Seam3の概要
CDIは状態管理をするDI
CDI仕様は単なるDIの仕様ではありませんし、Java EEに新しいAPIが追加されただけということでもありません。筆者は今後のJava EE仕様やJava EEアプリケーション開発の手法に大きな影響を与える潜在的な力を秘めていると考えています。CDIは「エンタープライズアプリケーションには状態がある」ということを前提にDIが設計されています。このことを説明するため、CDIと普通のDIとの違いを説明します。
まず、第一に、ライフサイクル管理によってアプリケーション開発者がインスタンスを生成したり、削除したりというコーディングをする必要がなくなるということです。EJBのインスタンスの管理をコンテキストに任せればコードは非常に単純になります。EJBをコンテキストに関連づけられればそれをインジェクションで取得して、その解放処理はコンテキストに任せることができます。
次に、インジェクションはコンテキストの状況に応じて動的に行われるということです。インジェクションは、該当するインスタンスがコンテキスト上に無い場合に実行されるので、短いスコープのインスタンスは必要に応じて毎回別々のインスタンスが生成され、それがインジェクトされます。長いスコープの場合は、同じコンテキストであれば、同じインスタンスを利用し続けます。インスタンスの生成はコンテキストの状況に依存し、ユーザーはそれが「いつ」作られたかということを意識しません。
これらの特徴を別の言葉で言い換えると、CDIはDIを使ったWebアプリケーション開発に「スコープ」の概念を持ち込んだと言えるでしょう。Servlet仕様では従来、Request, Session, Applicationというスコープは存在しましたが、それらのメモリ領域にデータをセットするのは開発者の責任で、処理終了後に解放を忘れるとテスト時や本番運用時にセッションリークという形で表面化しました。CDIはこの状態管理を自動化します。
CDIはAPIをサービスに変える
CDIという状態管理型のDIによってアプリケーション開発が変わるとすれば、それは機能を使う側と使われる側の責任の分担です。CDIによって今までライブラリとして利用していたJava EE機能群を「サービス」として扱うことが可能になります。従来のJava EE開発は、本当に使いたい機能を呼び出すためのコード以外に、JNDIのアクセスのような前処理や、利用後のセッションのクローズなどの後処理をコーディングする必要がありました。
CDIを使ったアプリケーション開発では、開発者はサービスを利用するだけで、サービスをするための前処理や後処理は意識しません。そのような処理はサービスを提供する側の責任なのです。それゆえ、サービス利用者はそのサービスを実現するための実行途中の状態(=コンテキスト)の管理はまったく意識する必要がありません。サービス利用者にとってはサービスを利用することだけに集中できるので、アプリケーションコードがとてもすっきりします。
CDIによるO/Rマッピングの例
CDIによって従来は使うのが面倒だったAPIについても、もっと簡単に使えるようになります。
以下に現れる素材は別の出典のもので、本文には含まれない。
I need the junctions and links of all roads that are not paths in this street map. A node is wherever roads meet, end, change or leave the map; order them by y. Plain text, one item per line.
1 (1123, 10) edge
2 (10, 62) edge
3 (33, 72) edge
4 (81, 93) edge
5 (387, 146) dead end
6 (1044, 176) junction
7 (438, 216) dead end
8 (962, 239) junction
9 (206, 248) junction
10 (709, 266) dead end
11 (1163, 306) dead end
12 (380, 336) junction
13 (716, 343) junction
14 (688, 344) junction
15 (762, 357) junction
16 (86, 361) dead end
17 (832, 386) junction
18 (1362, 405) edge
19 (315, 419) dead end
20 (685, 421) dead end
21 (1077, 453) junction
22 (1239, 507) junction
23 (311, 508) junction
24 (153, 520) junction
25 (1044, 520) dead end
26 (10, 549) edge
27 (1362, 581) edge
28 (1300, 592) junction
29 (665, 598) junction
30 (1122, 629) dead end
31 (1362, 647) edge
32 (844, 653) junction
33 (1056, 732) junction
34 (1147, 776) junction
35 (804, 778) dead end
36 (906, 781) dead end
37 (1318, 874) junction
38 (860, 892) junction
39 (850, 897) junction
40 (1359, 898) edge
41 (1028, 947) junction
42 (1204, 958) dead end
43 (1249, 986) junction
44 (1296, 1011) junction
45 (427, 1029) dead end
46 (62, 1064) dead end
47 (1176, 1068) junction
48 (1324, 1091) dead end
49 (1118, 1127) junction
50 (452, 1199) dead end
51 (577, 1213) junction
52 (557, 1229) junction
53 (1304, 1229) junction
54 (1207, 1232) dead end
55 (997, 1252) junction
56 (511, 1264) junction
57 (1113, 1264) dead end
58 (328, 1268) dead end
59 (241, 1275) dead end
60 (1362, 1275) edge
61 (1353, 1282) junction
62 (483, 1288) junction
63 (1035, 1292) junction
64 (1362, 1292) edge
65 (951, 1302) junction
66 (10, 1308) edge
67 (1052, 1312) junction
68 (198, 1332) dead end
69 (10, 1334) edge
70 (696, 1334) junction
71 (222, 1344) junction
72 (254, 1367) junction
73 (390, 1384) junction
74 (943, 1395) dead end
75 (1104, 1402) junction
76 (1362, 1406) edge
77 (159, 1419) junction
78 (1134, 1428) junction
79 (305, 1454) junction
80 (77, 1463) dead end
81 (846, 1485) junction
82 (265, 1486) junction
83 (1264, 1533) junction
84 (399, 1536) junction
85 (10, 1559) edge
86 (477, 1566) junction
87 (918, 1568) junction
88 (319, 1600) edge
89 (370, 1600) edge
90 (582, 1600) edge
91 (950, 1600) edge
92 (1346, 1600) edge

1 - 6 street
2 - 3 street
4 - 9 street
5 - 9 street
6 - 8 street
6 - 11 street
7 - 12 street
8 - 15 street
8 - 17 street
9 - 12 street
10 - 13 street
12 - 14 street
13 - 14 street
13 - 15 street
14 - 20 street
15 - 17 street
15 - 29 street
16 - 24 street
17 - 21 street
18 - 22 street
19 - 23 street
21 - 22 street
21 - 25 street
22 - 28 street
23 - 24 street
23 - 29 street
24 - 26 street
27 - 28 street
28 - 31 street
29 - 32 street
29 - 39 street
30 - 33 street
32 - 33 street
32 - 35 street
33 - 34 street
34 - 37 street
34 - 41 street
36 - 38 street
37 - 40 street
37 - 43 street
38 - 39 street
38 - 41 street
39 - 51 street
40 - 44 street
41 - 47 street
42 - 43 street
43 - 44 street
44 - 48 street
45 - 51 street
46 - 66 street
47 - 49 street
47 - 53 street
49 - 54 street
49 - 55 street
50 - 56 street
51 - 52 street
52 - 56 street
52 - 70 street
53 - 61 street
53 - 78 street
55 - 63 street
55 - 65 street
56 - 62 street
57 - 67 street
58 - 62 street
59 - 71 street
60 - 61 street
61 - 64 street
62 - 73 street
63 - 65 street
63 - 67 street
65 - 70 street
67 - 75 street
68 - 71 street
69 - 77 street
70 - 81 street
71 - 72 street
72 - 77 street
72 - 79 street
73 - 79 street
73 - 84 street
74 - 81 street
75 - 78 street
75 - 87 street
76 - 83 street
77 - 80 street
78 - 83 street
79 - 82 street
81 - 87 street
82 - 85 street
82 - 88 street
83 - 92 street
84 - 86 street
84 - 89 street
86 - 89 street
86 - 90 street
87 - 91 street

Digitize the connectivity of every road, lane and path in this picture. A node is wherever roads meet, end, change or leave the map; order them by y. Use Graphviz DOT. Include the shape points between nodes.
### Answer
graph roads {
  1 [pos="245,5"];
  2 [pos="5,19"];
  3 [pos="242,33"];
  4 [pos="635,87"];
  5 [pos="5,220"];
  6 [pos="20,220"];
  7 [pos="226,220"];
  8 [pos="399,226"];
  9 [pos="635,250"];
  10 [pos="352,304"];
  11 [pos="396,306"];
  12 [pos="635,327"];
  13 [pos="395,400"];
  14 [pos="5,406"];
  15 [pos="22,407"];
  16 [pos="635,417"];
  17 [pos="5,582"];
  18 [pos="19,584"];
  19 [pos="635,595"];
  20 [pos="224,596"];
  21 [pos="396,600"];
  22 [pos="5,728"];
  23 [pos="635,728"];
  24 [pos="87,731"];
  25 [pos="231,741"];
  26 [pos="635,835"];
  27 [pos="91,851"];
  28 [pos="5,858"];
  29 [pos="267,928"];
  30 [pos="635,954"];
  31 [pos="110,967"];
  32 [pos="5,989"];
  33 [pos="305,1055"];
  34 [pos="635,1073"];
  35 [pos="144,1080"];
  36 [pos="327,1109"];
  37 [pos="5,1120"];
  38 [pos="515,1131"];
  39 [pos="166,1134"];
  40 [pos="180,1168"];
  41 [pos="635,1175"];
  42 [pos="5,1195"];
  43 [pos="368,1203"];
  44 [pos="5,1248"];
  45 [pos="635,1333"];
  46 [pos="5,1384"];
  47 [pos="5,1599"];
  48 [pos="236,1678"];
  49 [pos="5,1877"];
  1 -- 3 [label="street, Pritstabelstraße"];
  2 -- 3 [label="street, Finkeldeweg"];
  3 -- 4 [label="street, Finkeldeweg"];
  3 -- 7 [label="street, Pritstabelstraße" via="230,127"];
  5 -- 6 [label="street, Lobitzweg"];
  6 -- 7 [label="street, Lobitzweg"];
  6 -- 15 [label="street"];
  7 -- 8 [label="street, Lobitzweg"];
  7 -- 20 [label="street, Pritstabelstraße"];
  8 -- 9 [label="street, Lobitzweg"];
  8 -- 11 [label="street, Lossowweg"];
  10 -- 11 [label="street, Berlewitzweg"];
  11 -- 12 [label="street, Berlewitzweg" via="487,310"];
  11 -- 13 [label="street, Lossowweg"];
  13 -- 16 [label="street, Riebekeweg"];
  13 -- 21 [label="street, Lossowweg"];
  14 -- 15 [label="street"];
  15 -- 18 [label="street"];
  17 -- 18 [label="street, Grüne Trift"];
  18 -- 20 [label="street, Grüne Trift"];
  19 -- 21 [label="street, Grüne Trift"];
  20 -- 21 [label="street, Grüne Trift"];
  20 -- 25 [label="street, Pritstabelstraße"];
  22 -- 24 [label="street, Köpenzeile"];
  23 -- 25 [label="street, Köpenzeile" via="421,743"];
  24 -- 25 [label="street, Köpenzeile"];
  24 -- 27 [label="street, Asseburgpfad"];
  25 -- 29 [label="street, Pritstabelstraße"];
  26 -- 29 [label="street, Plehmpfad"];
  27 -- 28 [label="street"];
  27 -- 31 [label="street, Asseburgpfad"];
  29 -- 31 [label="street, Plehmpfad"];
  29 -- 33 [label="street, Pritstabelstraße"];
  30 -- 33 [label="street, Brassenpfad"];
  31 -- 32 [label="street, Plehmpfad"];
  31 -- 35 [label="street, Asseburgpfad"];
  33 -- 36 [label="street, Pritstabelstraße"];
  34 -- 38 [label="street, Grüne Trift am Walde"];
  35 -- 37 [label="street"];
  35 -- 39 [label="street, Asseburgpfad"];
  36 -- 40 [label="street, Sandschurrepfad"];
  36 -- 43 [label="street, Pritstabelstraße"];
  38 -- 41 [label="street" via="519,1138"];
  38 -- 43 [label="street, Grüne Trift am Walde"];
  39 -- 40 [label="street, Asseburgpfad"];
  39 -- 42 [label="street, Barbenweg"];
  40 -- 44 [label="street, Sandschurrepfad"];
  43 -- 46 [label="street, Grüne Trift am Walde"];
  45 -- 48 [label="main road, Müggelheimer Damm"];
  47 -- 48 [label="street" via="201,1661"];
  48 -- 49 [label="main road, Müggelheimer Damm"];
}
例えば、JPA(Java Persistence API)やHibernateでのセッション管理を考えてみましょう。O/Rマッピングの機能を使うためにはプロバイダとの間でセッションを確立する必要があります。アプリケーション開発者はこのセッションを保持し、DBの処理を行い、セッションを解放します。一般的には、このような処理にDAO(Data Access Object)を定義することでしょう。
DIを使えば、このDAOをインジェクションで取り出して簡単に利用できます。CDIでは、さらに、サービスが状態を持つと言う点が異なります。DAOについては、従来のDIではRequestスコープしか存在しなかったのですが、CDIではアプリケーションがその境界を定めることができるConversationスコープを使います。Conversationを使うとDBアクセスによって得たデータをコンテキスト上にアプリケーションが必要とする間だけキャッシュすることが可能になり、そのコンテキストが終了すると解放することが可能になります。